▶ **Required work**
Your answer should consist only of the lines below from the one with "thumb ip: (323, 249)" through the one with "ring dip: (296, 250)", copied exactly.

▶ **Provided material**

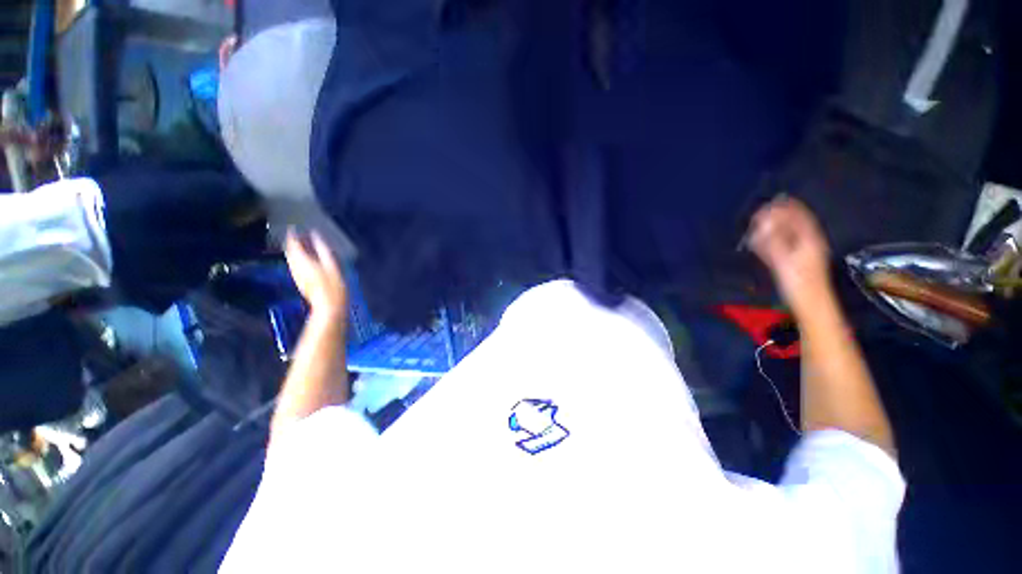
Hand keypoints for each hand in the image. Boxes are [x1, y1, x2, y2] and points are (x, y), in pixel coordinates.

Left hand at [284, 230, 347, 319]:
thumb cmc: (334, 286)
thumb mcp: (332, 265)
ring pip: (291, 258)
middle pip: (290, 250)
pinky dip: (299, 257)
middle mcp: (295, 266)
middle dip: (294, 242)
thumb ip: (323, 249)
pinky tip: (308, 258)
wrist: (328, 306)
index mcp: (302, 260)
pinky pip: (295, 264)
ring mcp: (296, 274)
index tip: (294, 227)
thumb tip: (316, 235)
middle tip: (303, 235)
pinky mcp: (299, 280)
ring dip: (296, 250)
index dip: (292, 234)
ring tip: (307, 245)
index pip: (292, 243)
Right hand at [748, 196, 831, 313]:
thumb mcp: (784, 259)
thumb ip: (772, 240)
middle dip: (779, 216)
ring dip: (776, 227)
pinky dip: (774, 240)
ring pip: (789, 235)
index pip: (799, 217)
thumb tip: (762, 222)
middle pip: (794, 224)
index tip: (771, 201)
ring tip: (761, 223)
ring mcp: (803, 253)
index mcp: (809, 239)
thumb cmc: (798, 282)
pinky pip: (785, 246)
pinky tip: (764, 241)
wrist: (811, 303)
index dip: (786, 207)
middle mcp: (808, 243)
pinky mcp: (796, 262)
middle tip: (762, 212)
* * *
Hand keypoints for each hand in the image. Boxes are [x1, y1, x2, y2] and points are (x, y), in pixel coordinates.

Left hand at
...
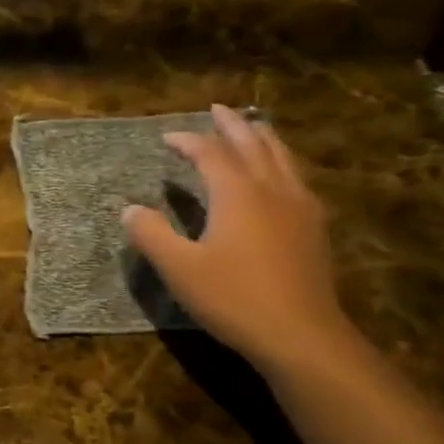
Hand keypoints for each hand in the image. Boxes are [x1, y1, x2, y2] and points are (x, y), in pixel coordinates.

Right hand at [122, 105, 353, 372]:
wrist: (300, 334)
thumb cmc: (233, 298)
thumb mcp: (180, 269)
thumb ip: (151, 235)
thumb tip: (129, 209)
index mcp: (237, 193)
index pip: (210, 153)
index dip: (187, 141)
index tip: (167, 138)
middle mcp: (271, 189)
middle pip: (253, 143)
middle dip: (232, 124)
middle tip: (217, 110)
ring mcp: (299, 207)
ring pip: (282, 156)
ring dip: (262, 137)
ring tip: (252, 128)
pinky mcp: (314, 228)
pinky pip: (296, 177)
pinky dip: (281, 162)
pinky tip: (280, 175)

▶ **Result for this task**
thumb ip: (323, 249)
pinky tip: (308, 258)
wrist: (328, 306)
index mcp: (302, 260)
pinky pip: (295, 264)
ring mcp: (296, 274)
index tip: (294, 227)
thumb tip: (316, 235)
middle tip: (303, 235)
pinky mcp: (299, 280)
ring dip: (296, 250)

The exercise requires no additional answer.